Só tinham um caminho possível, aquele em que ainda hoje se mantêm: ligar o modo prático, percorrer um passo, uma etapa, de cada vez e, assim, fazer os possíveis e impossíveis pelo filho.

“Ninguém fala do papel dos avós nestes processos. É terrível. Ficam a segurar a família inteira"

Quando Tomás foi diagnosticado, Constança tinha dias de vida. Ana estava em pleno pós-parto, mas com tudo a acontecer, esquecia-se de si. Faltava às consultas, andava quilómetros por dia, não atentava às suas dores físicas. “Andei a ignorar as dores no fundo da barriga e tinha de ser a médica a andar em cima de mim, porque eu faltava às consultas. Fazia quilómetros todos os dias, num pós-parto com um stress emocional gigante. Eu tinha de estar perto do meu filho.”

Também no IPO, as médicas tentavam cuidar de Ana. “Não me deixaram ficar com ele durante a noite. Mandaram-me ir dar de mamar e voltar de manhã. Disseram-me ‘não há problema, o Tomás vai ser bem cuidado, o pai está aqui com ele.”

E assim foi.

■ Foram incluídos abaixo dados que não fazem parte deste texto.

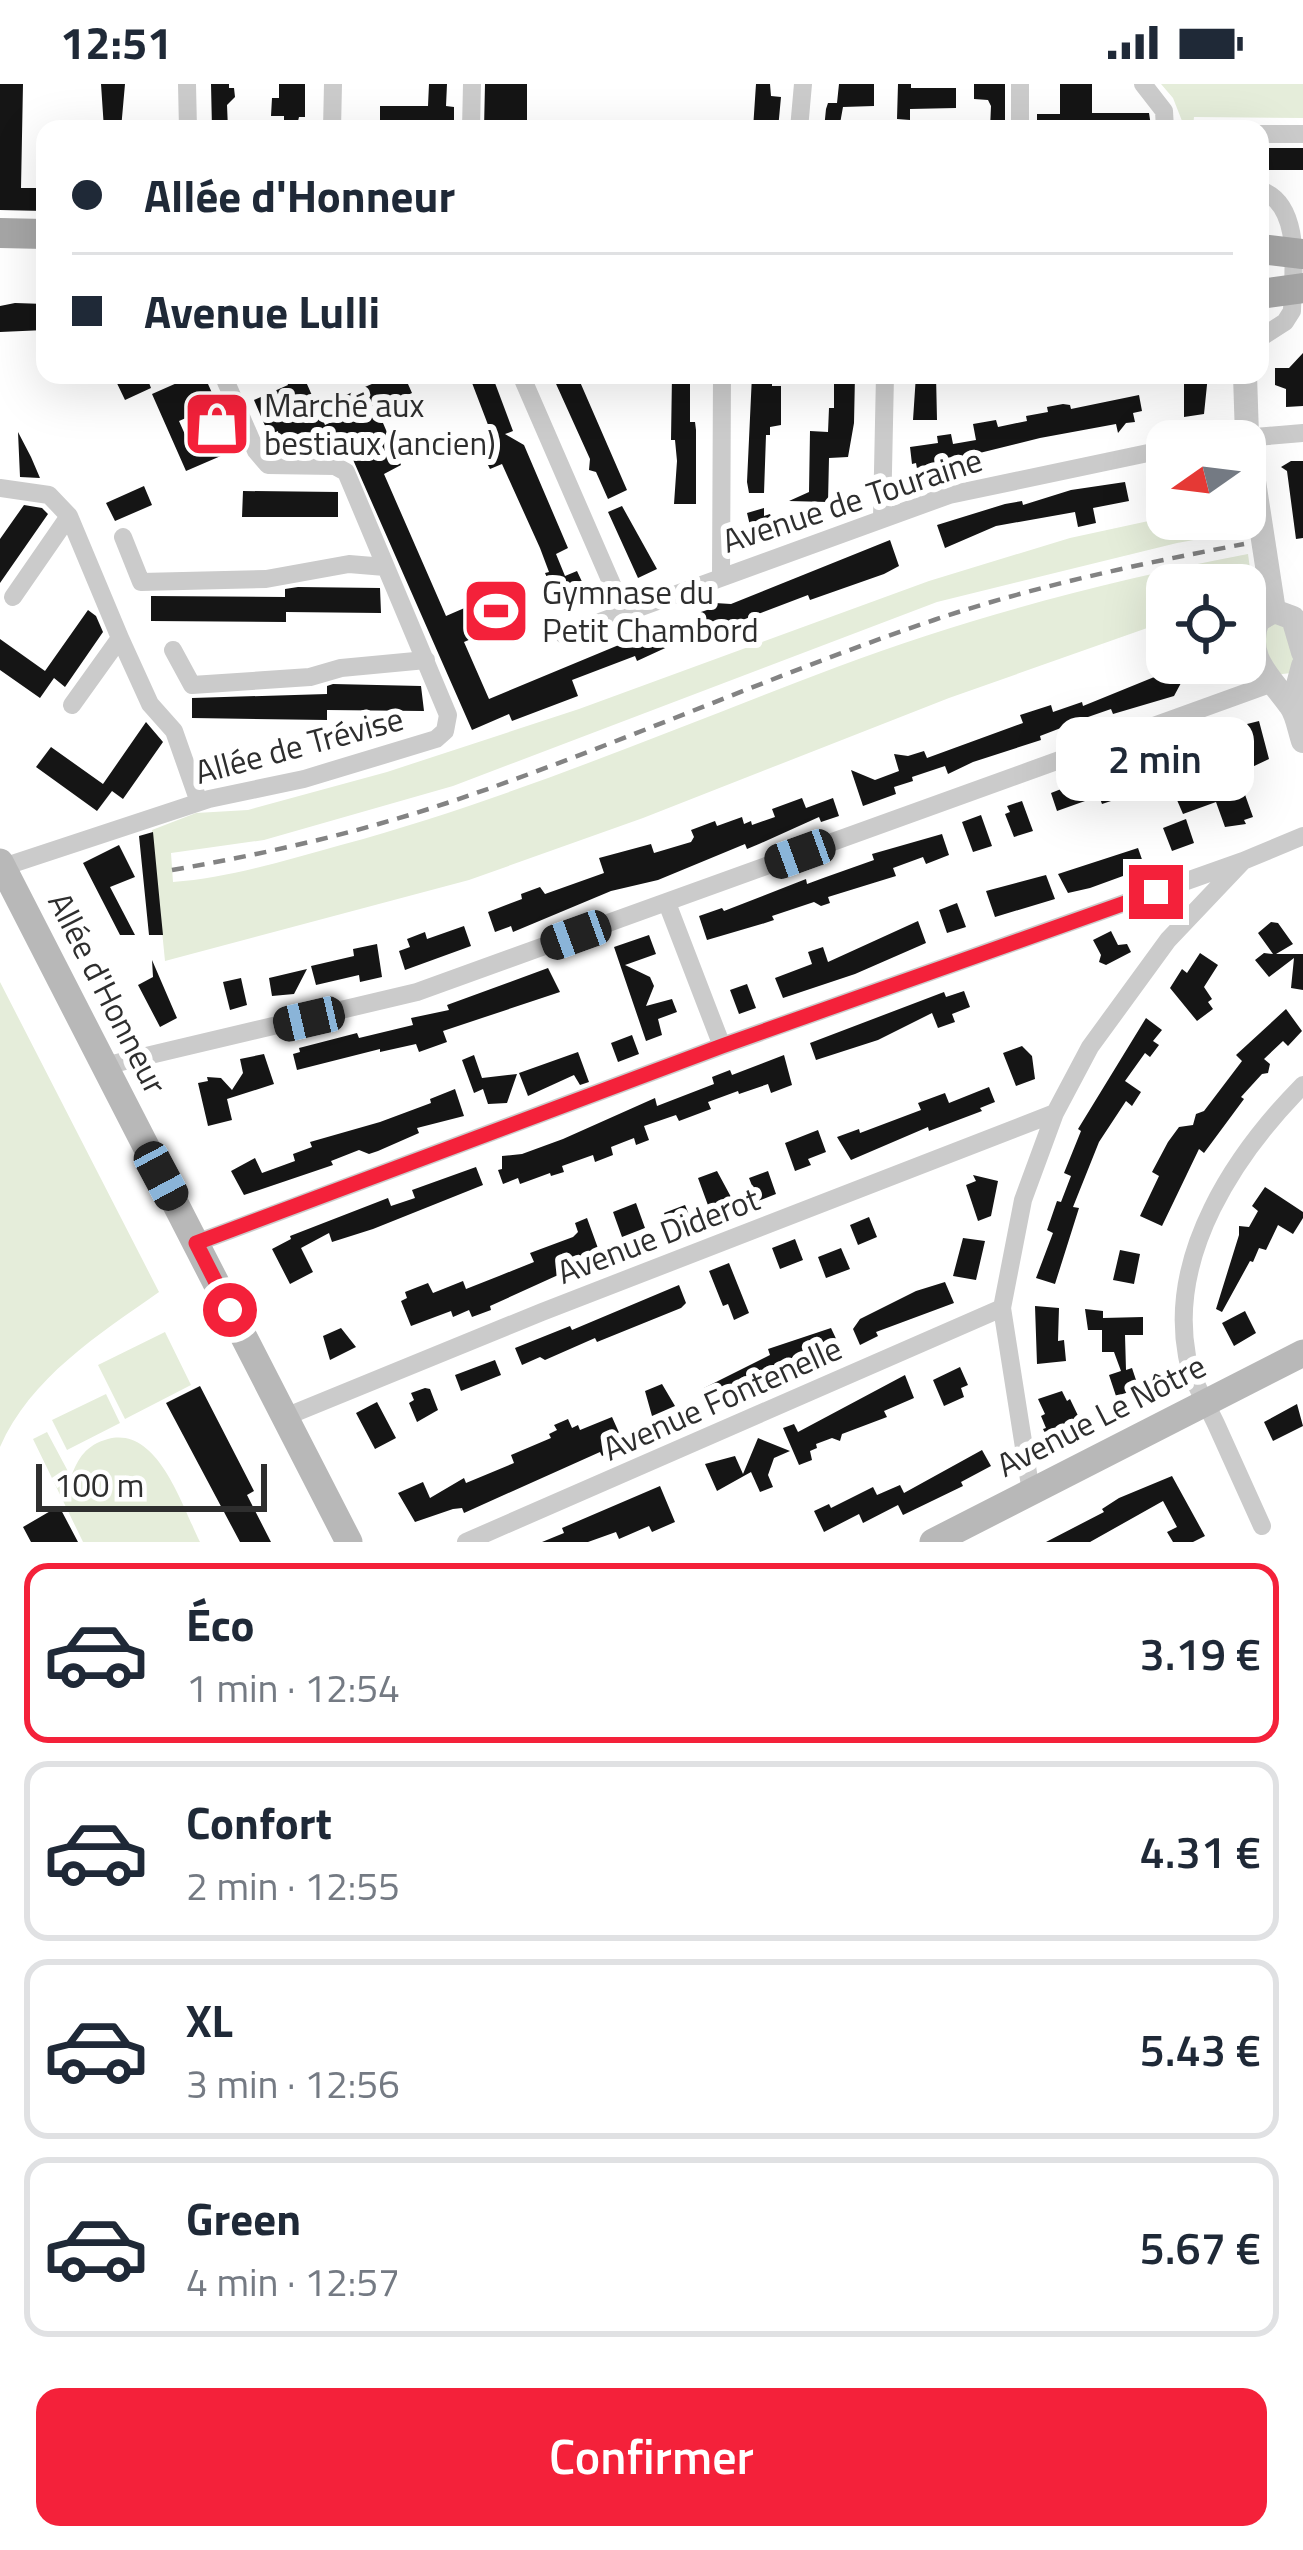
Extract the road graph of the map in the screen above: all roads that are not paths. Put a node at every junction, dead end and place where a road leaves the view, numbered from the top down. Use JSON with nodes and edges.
{"nodes":[{"id":1,"x":187,"y":84,"type":"edge"},
{"id":2,"x":333,"y":84,"type":"edge"},
{"id":3,"x":472,"y":84,"type":"edge"},
{"id":4,"x":803,"y":84,"type":"edge"},
{"id":5,"x":1020,"y":84,"type":"edge"},
{"id":6,"x":1143,"y":84,"type":"edge"},
{"id":7,"x":188,"y":120,"type":"edge"},
{"id":8,"x":332,"y":120,"type":"edge"},
{"id":9,"x":471,"y":120,"type":"edge"},
{"id":10,"x":800,"y":120,"type":"edge"},
{"id":11,"x":1020,"y":120,"type":"edge"},
{"id":12,"x":1165,"y":120,"type":"edge"},
{"id":13,"x":1269,"y":134,"type":"edge"},
{"id":14,"x":1303,"y":134,"type":"edge"},
{"id":15,"x":1269,"y":195,"type":"edge"},
{"id":16,"x":1297,"y":216,"type":"edge"},
{"id":17,"x":0,"y":233,"type":"edge"},
{"id":18,"x":36,"y":234,"type":"edge"},
{"id":19,"x":1298,"y":253,"type":"edge"},
{"id":20,"x":0,"y":254,"type":"edge"},
{"id":21,"x":36,"y":254,"type":"edge"},
{"id":22,"x":1283,"y":292,"type":"edge"},
{"id":23,"x":1269,"y":332,"type":"edge"},
{"id":24,"x":227,"y":384,"type":"edge"},
{"id":25,"x":525,"y":384,"type":"edge"},
{"id":26,"x":722,"y":384,"type":"edge"},
{"id":27,"x":885,"y":384,"type":"edge"},
{"id":28,"x":1246,"y":384,"type":"edge"},
{"id":29,"x":1247,"y":420,"type":"edge"},
{"id":30,"x":1303,"y":433,"type":"edge"},
{"id":31,"x":1266,"y":435,"type":"edge"},
{"id":32,"x":1146,"y":453,"type":"edge"},
{"id":33,"x":0,"y":488,"type":"edge"},
{"id":34,"x":69,"y":516,"type":"junction"},
{"id":35,"x":883,"y":518,"type":"junction"},
{"id":36,"x":123,"y":537,"type":"dead end"},
{"id":37,"x":1263,"y":540,"type":"edge"},
{"id":38,"x":385,"y":567,"type":"junction"},
{"id":39,"x":721,"y":576,"type":"junction"},
{"id":40,"x":13,"y":597,"type":"dead end"},
{"id":41,"x":1274,"y":611,"type":"junction"},
{"id":42,"x":624,"y":612,"type":"junction"},
{"id":43,"x":564,"y":635,"type":"dead end"},
{"id":44,"x":120,"y":638,"type":"junction"},
{"id":45,"x":173,"y":650,"type":"dead end"},
{"id":46,"x":426,"y":660,"type":"junction"},
{"id":47,"x":1302,"y":667,"type":"edge"},
{"id":48,"x":1270,"y":684,"type":"junction"},
{"id":49,"x":72,"y":705,"type":"dead end"},
{"id":50,"x":1292,"y":707,"type":"junction"},
{"id":51,"x":1303,"y":741,"type":"edge"},
{"id":52,"x":199,"y":802,"type":"junction"},
{"id":53,"x":1303,"y":836,"type":"edge"},
{"id":54,"x":1243,"y":861,"type":"junction"},
{"id":55,"x":1,"y":864,"type":"edge"},
{"id":56,"x":667,"y":903,"type":"junction"},
{"id":57,"x":722,"y":1046,"type":"junction"},
{"id":58,"x":104,"y":1066,"type":"junction"},
{"id":59,"x":1303,"y":1084,"type":"edge"},
{"id":60,"x":1055,"y":1114,"type":"junction"},
{"id":61,"x":196,"y":1243,"type":"junction"},
{"id":62,"x":1002,"y":1308,"type":"junction"},
{"id":63,"x":1303,"y":1353,"type":"edge"},
{"id":64,"x":1210,"y":1412,"type":"junction"},
{"id":65,"x":285,"y":1417,"type":"junction"},
{"id":66,"x":1031,"y":1492,"type":"junction"},
{"id":67,"x":1262,"y":1526,"type":"dead end"},
{"id":68,"x":349,"y":1542,"type":"edge"},
{"id":69,"x":466,"y":1542,"type":"edge"},
{"id":70,"x":933,"y":1542,"type":"edge"}],
"edges":[{"from":1,"to":7,"type":"street"},
{"from":2,"to":8,"type":"street"},
{"from":3,"to":9,"type":"street"},
{"from":4,"to":10,"type":"street"},
{"from":5,"to":11,"type":"street"},
{"from":6,"to":12,"type":"street"},
{"from":13,"to":14,"type":"street"},
{"from":15,"to":16,"type":"street"},
{"from":16,"to":19,"type":"street"},
{"from":17,"to":18,"type":"main road"},
{"from":19,"to":22,"type":"street"},
{"from":20,"to":21,"type":"main road"},
{"from":22,"to":23,"type":"street"},
{"from":24,"to":38,"type":"street","name":"Allée de Trévise"},
{"from":25,"to":42,"type":"street"},
{"from":26,"to":39,"type":"street"},
{"from":27,"to":35,"type":"street"},
{"from":28,"to":29,"type":"street"},
{"from":30,"to":31,"type":"street"},
{"from":32,"to":35,"type":"street","name":"Avenue de Touraine"},
{"from":33,"to":34,"type":"street"},
{"from":34,"to":40,"type":"street"},
{"from":34,"to":44,"type":"street"},
{"from":35,"to":39,"type":"street","name":"Avenue de Touraine"},
{"from":36,"to":38,"type":"street"},
{"from":37,"to":41,"type":"street"},
{"from":38,"to":46,"type":"street","name":"Allée de Trévise"},
{"from":39,"to":42,"type":"street","name":"Avenue de Touraine"},
{"from":41,"to":47,"type":"street"},
{"from":41,"to":48,"type":"street"},
{"from":42,"to":43,"type":"street","name":"Avenue de Touraine"},
{"from":44,"to":49,"type":"street"},
{"from":44,"to":52,"type":"street"},
{"from":45,"to":46,"type":"street"},
{"from":46,"to":52,"type":"street","name":"Allée de Trévise"},
{"from":47,"to":48,"type":"street"},
{"from":47,"to":50,"type":"street"},
{"from":48,"to":50,"type":"street"},
{"from":48,"to":56,"type":"street"},
{"from":50,"to":51,"type":"street"},
{"from":52,"to":55,"type":"street","name":"Allée de Trévise"},
{"from":53,"to":54,"type":"street"},
{"from":54,"to":57,"type":"street"},
{"from":54,"to":60,"type":"street"},
{"from":55,"to":58,"type":"main road","name":"Allée d'Honneur"},
{"from":56,"to":57,"type":"street"},
{"from":56,"to":58,"type":"street"},
{"from":57,"to":61,"type":"street"},
{"from":58,"to":61,"type":"main road","name":"Allée d'Honneur"},
{"from":59,"to":64,"type":"street"},
{"from":60,"to":62,"type":"street"},
{"from":60,"to":65,"type":"street","name":"Avenue Diderot"},
{"from":61,"to":65,"type":"main road","name":"Allée d'Honneur"},
{"from":62,"to":66,"type":"street"},
{"from":62,"to":69,"type":"street","name":"Avenue Fontenelle"},
{"from":63,"to":64,"type":"main road","name":"Avenue Le Nôtre"},
{"from":64,"to":66,"type":"main road","name":"Avenue Le Nôtre"},
{"from":64,"to":67,"type":"street"},
{"from":65,"to":68,"type":"main road","name":"Allée d'Honneur"},
{"from":66,"to":70,"type":"main road","name":"Avenue Le Nôtre"}]}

Durante o dia Ana estava com Tomás e durante a noite estava com Constança. Joaquina, a avó das duas crianças, teve — e tem — um papel fundamental nesta nova gestão dos dias. Tem sido um pilar imprescindível: “Ninguém fala do papel dos avós nestes processos. É terrível. Ficam a segurar a família inteira, a ver a filha e o neto a sofrer. Eles sofrem por todos. E ainda têm de dar suporte”, conta Ana. “Sem o apoio da minha mãe não sabia como teria sido.”

Agora, é do apoio de todos que esta família precisa. Sobre a campanha de angariação de fundos que lançaram, Ana é clara: “Não estamos nesta exposição pública porque queremos. Não temos alternativa. Quem nos dera a nós não estar.”, diz.

Correndo tudo bem, fazendo os novos ciclos de quimioterapia e a nova cirurgia, Tomás precisa então de seguir para Espanha ou para os Estados Unidos para o tal tratamento de um ensaio clínico, cujos custos são extremamente dispendiosos. A história da criança gerou uma onda de solidariedade tão grande que, dos 400 mil euros necessários, já foram angariados 200 mil.

Ricardo está em teletrabalho e Ana Vilaça meteu uma baixa médica de assistência à família. Tem saudades da sua vida anterior a setembro de 2019. Sente falta das suas rotinas. Sente falta de ir buscar o filho ao colégio, de levá-lo ao parque, de chegar a casa, dar-lhe banho, de dar-lhe de comer e de pô-lo a dormir. Vê os profissionais de saúde no hospital e sente saudades de também ela ter colegas. Sente saudades de lhes dizer “até amanhã” ou “bom fim de semana.” “Era a minha vida normal", descreve-nos.

Tomás também tem planos para a sua vida. Descrito como sendo um "menino cheio de sonhos", quer ser jogador de futebol, aprender artes marciais e ensiná-las à sua irmã Constança. Até lá, é um guerreiro.